But that doesnt change the fact he did lead a group who thought themselves doing their duty for Jehovah and Germany.

Among the rank and file perhaps, but the higher up in the Nazi hierarchy you got, the less you found Christians.

Why do you think the SS (who were the archetypal Aryan warrior) were the least religious of the armed forces, and their officer class was the least religious of the SS?
 

ecco

Veteran Member
Hitler youth Song:

We are the joyful Hitler Youth
We need no Christian virtue
For our Führer Adolf Hitler
Is ever our Mediator.
No pastor, no evil one, can hinder
Us from feeling as Hitler’s children.
We follow not Christ but Horst Wessel,
Away with incense and holy water.
The church can be taken away from me,
The swastika is redemption on the earth,
It will I follow everywhere,
Baldur von Schirach [leader of the Hitler Youth], take me along

I wonder where you got that from? No attribution or source?
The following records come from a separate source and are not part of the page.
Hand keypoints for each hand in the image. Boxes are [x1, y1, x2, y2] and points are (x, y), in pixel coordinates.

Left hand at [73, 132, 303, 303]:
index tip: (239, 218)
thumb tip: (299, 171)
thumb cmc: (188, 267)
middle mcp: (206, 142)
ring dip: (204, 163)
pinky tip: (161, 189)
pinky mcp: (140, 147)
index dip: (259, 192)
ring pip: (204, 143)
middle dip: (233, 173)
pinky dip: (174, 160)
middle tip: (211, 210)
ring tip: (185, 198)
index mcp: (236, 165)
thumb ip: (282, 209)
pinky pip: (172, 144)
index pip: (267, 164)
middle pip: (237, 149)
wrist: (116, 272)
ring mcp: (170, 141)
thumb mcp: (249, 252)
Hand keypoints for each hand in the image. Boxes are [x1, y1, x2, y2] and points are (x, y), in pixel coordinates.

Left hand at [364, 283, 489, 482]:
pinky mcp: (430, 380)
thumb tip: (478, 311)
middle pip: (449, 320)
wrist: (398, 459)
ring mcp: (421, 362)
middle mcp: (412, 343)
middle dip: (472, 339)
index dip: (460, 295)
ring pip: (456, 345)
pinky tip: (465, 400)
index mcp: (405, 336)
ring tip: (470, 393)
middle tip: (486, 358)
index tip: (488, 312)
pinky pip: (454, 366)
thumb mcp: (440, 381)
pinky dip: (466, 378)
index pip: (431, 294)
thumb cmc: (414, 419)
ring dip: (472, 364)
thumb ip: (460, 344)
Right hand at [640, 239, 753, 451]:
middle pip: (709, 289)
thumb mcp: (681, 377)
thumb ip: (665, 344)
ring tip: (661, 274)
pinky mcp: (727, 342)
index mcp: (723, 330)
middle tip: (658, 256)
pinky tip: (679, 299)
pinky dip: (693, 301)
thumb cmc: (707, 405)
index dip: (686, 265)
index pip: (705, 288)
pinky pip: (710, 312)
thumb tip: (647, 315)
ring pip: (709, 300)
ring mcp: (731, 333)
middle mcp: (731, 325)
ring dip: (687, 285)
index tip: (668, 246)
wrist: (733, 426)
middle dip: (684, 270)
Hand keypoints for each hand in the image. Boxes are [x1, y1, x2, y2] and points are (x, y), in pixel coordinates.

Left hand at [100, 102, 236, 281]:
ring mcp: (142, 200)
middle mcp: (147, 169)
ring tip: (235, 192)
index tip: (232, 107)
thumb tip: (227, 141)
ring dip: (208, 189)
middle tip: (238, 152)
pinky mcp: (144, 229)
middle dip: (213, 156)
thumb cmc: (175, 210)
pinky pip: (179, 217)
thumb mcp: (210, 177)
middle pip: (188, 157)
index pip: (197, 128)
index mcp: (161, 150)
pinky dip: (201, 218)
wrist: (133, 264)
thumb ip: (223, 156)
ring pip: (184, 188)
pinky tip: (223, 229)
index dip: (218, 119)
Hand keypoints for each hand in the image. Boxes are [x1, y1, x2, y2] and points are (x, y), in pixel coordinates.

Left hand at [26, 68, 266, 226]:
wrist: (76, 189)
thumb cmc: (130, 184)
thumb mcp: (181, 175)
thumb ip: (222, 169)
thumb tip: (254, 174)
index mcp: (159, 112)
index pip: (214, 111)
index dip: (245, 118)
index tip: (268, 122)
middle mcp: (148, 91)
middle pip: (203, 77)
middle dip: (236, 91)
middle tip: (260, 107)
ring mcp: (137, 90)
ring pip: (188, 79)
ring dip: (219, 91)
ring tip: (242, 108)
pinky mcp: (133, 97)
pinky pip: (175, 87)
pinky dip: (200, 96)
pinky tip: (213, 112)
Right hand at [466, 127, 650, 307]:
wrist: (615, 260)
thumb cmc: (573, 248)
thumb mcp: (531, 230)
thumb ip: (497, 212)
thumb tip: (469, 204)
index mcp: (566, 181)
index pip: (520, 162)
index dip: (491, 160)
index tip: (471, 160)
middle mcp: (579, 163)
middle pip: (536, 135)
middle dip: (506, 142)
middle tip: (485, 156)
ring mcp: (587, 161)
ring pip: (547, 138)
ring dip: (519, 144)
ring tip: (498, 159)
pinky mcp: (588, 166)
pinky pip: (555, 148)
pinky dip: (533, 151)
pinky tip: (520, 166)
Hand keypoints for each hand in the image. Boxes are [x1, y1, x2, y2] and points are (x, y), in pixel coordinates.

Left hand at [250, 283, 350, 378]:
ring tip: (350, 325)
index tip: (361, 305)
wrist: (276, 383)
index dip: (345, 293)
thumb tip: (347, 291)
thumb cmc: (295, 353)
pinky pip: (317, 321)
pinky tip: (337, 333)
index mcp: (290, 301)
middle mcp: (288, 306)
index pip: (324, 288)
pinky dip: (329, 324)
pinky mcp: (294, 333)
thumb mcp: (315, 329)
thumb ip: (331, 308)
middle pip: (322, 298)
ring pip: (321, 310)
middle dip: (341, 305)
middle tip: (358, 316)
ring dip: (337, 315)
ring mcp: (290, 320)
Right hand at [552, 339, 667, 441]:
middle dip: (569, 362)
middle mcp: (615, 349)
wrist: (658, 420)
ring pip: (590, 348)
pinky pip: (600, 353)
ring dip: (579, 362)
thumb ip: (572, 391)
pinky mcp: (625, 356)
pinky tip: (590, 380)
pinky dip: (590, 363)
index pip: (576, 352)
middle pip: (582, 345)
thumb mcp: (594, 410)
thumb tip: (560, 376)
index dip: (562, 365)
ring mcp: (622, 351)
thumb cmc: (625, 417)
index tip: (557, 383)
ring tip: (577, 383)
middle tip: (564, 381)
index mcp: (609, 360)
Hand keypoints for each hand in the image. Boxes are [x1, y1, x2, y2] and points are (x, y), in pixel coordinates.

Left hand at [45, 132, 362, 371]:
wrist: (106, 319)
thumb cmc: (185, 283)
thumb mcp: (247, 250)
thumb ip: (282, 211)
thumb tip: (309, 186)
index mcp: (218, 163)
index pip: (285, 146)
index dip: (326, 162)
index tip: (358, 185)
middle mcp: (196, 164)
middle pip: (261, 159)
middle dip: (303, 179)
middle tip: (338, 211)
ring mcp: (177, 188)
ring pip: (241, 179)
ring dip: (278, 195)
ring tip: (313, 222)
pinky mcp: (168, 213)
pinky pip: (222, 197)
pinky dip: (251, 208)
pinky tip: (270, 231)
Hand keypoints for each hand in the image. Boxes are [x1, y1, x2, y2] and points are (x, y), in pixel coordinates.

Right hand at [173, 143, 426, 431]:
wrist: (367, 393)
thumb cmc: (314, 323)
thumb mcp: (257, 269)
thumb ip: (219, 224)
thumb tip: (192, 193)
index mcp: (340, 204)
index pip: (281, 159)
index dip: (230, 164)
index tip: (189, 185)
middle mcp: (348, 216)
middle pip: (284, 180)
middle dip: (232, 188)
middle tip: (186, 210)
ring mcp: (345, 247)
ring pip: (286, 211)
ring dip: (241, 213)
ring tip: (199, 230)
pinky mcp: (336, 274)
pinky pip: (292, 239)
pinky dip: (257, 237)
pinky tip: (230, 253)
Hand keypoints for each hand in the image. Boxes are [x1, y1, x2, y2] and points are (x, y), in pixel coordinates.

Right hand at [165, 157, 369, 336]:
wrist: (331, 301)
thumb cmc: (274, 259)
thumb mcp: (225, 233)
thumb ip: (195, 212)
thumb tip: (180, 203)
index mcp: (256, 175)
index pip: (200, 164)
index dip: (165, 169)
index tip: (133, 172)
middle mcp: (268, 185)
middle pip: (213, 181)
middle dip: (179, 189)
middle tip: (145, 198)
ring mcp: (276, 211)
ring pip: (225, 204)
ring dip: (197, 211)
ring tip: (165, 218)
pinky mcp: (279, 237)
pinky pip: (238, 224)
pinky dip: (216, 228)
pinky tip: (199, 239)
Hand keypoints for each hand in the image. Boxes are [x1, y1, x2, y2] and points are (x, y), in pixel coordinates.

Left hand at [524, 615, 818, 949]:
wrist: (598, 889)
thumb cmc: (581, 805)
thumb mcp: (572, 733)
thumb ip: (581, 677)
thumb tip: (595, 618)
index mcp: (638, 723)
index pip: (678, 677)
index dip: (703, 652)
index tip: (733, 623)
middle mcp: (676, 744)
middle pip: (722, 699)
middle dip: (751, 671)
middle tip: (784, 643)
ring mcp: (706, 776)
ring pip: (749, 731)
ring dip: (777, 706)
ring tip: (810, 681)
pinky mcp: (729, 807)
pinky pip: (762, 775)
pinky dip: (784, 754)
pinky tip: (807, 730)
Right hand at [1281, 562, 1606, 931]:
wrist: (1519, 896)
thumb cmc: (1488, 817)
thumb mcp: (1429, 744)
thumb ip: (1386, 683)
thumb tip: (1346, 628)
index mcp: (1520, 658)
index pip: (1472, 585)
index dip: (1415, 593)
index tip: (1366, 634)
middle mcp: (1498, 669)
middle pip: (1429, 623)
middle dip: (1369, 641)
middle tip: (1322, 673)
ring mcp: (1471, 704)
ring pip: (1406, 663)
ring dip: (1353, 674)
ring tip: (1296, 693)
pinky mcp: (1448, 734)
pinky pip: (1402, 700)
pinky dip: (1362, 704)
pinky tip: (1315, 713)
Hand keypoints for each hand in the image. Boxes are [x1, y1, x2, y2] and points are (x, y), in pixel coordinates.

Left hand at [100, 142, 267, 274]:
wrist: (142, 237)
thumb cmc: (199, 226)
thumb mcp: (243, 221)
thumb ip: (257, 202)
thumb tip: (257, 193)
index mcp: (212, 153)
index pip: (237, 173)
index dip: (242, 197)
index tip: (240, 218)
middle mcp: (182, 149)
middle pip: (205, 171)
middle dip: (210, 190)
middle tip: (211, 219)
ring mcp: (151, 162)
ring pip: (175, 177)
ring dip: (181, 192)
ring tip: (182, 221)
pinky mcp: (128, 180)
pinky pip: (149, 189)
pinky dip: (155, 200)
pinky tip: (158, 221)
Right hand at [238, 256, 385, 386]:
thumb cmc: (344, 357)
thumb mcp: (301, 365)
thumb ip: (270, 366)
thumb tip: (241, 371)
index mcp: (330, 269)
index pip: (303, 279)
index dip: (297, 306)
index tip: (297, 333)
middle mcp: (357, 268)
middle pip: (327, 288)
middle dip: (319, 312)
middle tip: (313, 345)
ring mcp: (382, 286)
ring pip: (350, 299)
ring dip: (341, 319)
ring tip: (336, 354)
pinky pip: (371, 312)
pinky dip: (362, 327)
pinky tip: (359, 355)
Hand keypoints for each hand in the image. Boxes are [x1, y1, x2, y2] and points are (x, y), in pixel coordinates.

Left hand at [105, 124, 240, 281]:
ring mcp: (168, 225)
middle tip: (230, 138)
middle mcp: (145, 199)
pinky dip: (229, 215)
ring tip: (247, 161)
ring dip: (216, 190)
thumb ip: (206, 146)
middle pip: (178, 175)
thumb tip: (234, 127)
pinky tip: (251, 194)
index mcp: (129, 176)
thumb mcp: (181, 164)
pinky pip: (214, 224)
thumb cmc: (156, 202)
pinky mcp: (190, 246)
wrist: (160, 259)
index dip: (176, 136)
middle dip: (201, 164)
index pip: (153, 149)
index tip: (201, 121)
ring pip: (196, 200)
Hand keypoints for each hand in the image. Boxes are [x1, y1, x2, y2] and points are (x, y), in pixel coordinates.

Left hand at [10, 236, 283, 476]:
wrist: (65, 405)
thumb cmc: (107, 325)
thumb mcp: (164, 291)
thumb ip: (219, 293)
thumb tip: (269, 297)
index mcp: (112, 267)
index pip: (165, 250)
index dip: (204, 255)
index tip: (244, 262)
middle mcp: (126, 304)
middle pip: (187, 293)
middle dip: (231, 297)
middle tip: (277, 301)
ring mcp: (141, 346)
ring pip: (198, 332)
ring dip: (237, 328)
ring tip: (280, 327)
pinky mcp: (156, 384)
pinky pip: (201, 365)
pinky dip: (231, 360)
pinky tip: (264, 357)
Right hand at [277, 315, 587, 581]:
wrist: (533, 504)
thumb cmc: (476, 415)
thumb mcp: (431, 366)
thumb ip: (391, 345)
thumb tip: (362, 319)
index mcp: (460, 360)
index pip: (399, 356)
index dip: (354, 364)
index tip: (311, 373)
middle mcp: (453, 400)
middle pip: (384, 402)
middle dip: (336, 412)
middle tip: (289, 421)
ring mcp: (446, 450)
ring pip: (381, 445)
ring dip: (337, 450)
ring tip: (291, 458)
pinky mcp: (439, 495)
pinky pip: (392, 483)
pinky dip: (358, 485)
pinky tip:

My research shows an entirely different official Hitler Youth song:
Nazi songs - Wikipedia
Es zittern die morschen Knochen / Wir werden weiter marschieren / heute gehört uns Deutschland free midi mp3 download Strand Hotel Sechelt bed breakfast
Hans Baumann
1. The rotten bones tremble
The world before the red war
We broke the terror
It was a great victory for us.

Refrain:
We will continue to march
If everything falls into pieces
Because today Germany hears us
And tomorrow the whole world.

2. And lies in ruins from the fight
The whole world abound
We should care about the devil
We are rebuilding it.
Refrain:

3. And may the old scold,
So just let them rage and scream
And brace ourselves against worlds
We'll be winners.
Refrain:

4. You don't want to understand the song
They think of bondage and war
Meanwhile our fields are ripening,
You flag of freedom, fly!

We'll keep marching
If everything falls into pieces;
Freedom rose in Germany
And tomorrow you own the world.
Perhaps your source was a Facebook entry that you chose to believe?
Perhaps you wish to believe the American WWII propaganda that all German/Nazis were atheists? How else could they get millions of 18-year-old German Americans to fight the evil Hitler? You do know that most Americans had no desire to enter the war and kill Germans and Italians, don't you? But call them ATHEISTS...
 

QuestioningMind

Well-Known Member
1st fallacy, misrepresentation: That Lenin was saying atheism = anti-theism in that statement, he was not. Atheism in that context means "The belief there is no god", and which was a core principle of Marxism (at least according to Marx and Lenin et al.).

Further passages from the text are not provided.